ZUGFeRD
Auch: ZUGFeRD-Rechnung · Factur-X · hybride Rechnung
ZUGFeRD ist ein hybrides E-Rechnungsformat, das eine menschenlesbare PDF-Darstellung mit strukturierten XML-Rechnungsdaten in einer Datei verbindet. Dadurch kann derselbe Beleg angezeigt und maschinell verarbeitet werden.
Was es ist
Eine ZUGFeRD-Rechnung basiert auf PDF/A-3 und enthält eine eingebettete XML-Datei. Die PDF-Komponente dient der visuellen Darstellung, die XML-Daten der automatisierten Verarbeitung.
ZUGFeRD und der französische Standard Factur-X sind technisch aufeinander abgestimmt beziehungsweise in den aktuellen Versionen technisch identisch. Welche rechtlichen und fachlichen Anforderungen eine konkrete Rechnung erfüllen muss, richtet sich dennoch nach dem jeweiligen Anwendungsfall und Empfänger.
ZUGFeRD kennt verschiedene Profile mit unterschiedlichem Datenumfang. Für die deutsche B2B-E-Rechnung erfüllen ZUGFeRD-Versionen ab 2.0.1 grundsätzlich die umsatzsteuerlichen Formatvoraussetzungen, ausgenommen die Profile MINIMUM und BASIC-WL. Entscheidend ist damit nicht nur die Dateiendung PDF, sondern insbesondere der verwendete strukturierte Datensatz.
In der Praxis
Der Vorteil liegt darin, dass eine Datei sowohl von Menschen gelesen als auch automatisiert verarbeitet werden kann. Voraussetzung ist allerdings, dass das empfangende System die eingebettete XML-Datei tatsächlich auswertet.

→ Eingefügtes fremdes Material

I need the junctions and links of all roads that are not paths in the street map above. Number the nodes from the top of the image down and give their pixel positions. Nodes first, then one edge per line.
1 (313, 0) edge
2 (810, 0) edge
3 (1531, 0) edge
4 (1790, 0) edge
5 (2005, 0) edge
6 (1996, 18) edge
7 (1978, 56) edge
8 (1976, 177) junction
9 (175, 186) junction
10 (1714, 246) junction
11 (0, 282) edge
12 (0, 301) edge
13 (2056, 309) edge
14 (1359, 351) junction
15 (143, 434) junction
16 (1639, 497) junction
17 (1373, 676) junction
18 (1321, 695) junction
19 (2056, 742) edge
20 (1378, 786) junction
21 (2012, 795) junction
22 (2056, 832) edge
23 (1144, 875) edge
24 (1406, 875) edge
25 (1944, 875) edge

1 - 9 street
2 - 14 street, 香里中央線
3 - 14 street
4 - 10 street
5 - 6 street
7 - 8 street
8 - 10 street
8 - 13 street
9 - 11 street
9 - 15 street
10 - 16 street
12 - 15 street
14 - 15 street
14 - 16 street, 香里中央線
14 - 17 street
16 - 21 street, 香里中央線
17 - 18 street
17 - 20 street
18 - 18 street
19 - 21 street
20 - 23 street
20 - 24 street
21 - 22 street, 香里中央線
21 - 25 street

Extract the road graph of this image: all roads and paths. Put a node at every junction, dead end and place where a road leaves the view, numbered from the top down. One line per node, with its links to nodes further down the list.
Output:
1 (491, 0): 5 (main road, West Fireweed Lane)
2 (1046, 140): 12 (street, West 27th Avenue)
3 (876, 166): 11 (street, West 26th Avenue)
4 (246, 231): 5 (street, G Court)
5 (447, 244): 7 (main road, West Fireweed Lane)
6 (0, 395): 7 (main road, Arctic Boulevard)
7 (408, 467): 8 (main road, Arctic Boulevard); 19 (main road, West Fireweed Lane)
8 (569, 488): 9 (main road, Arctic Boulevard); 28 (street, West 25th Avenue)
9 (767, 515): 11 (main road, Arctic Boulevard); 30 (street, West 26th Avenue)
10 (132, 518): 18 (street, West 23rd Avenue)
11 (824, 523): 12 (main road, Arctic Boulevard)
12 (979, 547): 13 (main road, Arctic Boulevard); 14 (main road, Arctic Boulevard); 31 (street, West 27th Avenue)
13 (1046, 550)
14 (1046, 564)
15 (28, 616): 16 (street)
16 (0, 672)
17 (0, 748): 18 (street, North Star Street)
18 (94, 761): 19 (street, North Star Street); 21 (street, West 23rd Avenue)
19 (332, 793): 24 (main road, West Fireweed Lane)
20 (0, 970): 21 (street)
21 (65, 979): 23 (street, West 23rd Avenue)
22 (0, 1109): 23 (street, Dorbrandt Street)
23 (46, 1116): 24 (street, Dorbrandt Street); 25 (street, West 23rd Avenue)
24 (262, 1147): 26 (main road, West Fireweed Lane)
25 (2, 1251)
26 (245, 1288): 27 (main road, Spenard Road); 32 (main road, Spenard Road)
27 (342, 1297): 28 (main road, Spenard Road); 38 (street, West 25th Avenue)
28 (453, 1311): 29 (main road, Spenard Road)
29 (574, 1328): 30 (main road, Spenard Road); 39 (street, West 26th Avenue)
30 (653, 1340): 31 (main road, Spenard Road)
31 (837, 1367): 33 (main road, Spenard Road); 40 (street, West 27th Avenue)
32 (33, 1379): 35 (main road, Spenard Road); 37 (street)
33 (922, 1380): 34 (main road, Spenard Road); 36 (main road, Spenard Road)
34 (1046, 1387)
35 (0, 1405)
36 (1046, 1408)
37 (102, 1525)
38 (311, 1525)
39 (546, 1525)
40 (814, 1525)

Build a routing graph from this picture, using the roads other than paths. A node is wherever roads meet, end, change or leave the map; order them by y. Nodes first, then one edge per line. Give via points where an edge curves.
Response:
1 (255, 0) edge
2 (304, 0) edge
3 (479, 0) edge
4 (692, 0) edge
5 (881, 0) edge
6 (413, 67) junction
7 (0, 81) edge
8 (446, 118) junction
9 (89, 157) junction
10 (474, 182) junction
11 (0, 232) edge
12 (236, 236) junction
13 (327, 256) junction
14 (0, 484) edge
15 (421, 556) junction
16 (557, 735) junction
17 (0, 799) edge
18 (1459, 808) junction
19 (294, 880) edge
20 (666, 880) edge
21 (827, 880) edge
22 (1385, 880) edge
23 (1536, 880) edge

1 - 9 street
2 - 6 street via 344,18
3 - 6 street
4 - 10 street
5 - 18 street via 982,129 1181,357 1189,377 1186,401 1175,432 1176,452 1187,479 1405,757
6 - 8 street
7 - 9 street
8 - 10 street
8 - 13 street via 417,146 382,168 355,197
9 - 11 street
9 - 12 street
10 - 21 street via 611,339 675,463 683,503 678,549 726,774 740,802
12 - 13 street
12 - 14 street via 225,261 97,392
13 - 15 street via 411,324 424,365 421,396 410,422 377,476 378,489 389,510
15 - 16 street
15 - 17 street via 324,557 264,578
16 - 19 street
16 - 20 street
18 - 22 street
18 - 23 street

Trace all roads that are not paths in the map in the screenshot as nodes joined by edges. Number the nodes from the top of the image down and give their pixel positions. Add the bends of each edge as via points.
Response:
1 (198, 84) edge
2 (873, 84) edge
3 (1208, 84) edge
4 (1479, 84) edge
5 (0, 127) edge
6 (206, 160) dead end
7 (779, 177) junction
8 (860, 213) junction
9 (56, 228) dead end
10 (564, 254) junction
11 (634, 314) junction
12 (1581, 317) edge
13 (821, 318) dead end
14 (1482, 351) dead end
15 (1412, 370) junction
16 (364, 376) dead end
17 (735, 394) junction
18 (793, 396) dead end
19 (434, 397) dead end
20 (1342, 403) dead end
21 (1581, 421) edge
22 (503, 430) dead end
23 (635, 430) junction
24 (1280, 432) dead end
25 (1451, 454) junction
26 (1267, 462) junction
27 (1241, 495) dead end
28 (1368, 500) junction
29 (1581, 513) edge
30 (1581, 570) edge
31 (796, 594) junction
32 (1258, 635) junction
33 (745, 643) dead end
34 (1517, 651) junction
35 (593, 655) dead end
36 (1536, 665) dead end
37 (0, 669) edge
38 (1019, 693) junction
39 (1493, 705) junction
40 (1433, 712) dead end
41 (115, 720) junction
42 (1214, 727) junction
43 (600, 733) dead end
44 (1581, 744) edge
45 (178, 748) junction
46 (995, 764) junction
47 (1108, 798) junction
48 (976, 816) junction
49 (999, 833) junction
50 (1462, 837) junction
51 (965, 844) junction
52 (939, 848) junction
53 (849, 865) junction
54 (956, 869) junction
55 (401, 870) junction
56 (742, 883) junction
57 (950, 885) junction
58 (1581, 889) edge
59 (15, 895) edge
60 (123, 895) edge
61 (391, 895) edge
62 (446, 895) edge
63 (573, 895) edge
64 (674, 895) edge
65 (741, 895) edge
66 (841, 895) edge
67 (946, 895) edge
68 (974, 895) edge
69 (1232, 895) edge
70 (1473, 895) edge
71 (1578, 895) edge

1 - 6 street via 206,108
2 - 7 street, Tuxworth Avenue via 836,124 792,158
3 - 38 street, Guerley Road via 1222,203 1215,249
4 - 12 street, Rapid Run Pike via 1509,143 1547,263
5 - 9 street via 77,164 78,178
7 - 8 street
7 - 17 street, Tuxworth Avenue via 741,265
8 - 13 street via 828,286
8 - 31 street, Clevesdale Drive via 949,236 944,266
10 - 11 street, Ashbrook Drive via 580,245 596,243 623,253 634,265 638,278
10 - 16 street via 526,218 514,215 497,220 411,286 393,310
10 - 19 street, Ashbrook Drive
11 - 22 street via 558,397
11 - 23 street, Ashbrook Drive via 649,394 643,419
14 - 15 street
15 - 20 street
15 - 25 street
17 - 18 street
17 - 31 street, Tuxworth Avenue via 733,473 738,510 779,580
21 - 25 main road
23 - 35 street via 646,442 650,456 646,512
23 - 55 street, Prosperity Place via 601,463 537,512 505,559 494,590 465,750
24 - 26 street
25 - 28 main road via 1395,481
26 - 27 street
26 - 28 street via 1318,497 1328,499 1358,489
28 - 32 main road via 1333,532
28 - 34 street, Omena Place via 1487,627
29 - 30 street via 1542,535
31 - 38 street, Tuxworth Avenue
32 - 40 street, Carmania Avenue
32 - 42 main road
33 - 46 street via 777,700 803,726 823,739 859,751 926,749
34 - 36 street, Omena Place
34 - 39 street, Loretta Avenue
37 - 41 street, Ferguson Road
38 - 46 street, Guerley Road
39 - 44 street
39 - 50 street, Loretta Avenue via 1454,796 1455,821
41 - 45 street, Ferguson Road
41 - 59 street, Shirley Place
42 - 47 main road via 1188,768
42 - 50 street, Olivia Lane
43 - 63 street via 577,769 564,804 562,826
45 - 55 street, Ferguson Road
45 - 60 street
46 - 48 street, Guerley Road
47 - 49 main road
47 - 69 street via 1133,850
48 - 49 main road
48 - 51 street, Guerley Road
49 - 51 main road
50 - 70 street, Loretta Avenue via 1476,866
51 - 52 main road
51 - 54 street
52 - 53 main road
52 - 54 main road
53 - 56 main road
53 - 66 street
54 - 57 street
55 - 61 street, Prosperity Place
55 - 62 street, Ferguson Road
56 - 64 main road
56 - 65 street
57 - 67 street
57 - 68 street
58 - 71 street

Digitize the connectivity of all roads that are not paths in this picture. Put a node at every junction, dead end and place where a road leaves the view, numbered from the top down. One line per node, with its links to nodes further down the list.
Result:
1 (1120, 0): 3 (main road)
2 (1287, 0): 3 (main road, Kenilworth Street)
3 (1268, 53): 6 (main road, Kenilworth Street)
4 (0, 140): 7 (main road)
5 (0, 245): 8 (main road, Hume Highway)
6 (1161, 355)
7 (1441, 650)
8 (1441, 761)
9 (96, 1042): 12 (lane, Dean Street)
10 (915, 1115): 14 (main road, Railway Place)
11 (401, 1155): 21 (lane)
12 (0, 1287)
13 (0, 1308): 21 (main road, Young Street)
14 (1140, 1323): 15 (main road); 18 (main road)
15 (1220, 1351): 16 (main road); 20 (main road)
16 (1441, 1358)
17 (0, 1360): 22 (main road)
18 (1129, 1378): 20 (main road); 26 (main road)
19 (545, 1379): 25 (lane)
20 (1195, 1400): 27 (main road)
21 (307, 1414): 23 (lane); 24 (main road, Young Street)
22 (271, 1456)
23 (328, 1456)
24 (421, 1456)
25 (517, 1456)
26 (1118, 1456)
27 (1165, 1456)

Wichtig ist außerdem die Konsistenz zwischen PDF und XML. Seit Einführung der neuen deutschen B2B-E-Rechnungsregeln ist bei hybriden E-Rechnungen der strukturierte Teil maßgeblich, wenn sich strukturierte Daten und Bilddarstellung widersprechen. Deshalb sollten beide Komponenten aus derselben Datenbasis erzeugt und gemeinsam validiert werden.
Im Rechnungseingang lohnt sich ein genauer Blick auf den bestehenden Prozess. Werden ZUGFeRD-Dateien lediglich wie normale PDFs archiviert und manuell gebucht, bleibt der maschinenlesbare Teil ungenutzt.
Wann es Sie betrifft
ZUGFeRD ist besonders interessant, wenn Sie elektronische Rechnungen an unterschiedliche Geschäftspartner senden oder Eingangsrechnungen automatisiert verarbeiten möchten. Es verbindet die gewohnte visuelle Darstellung mit strukturierten Rechnungsdaten und eignet sich deshalb gut für schrittweise digitalisierte Prozesse.
Für den deutschen B2B-Bereich sollte das verwendete Profil zu den gesetzlichen Anforderungen und zum jeweiligen Geschäftsvorfall passen. Die technische Implementierung kann dabei anhand weniger realer Ausgangs- oder Eingangsrechnungen geprüft werden.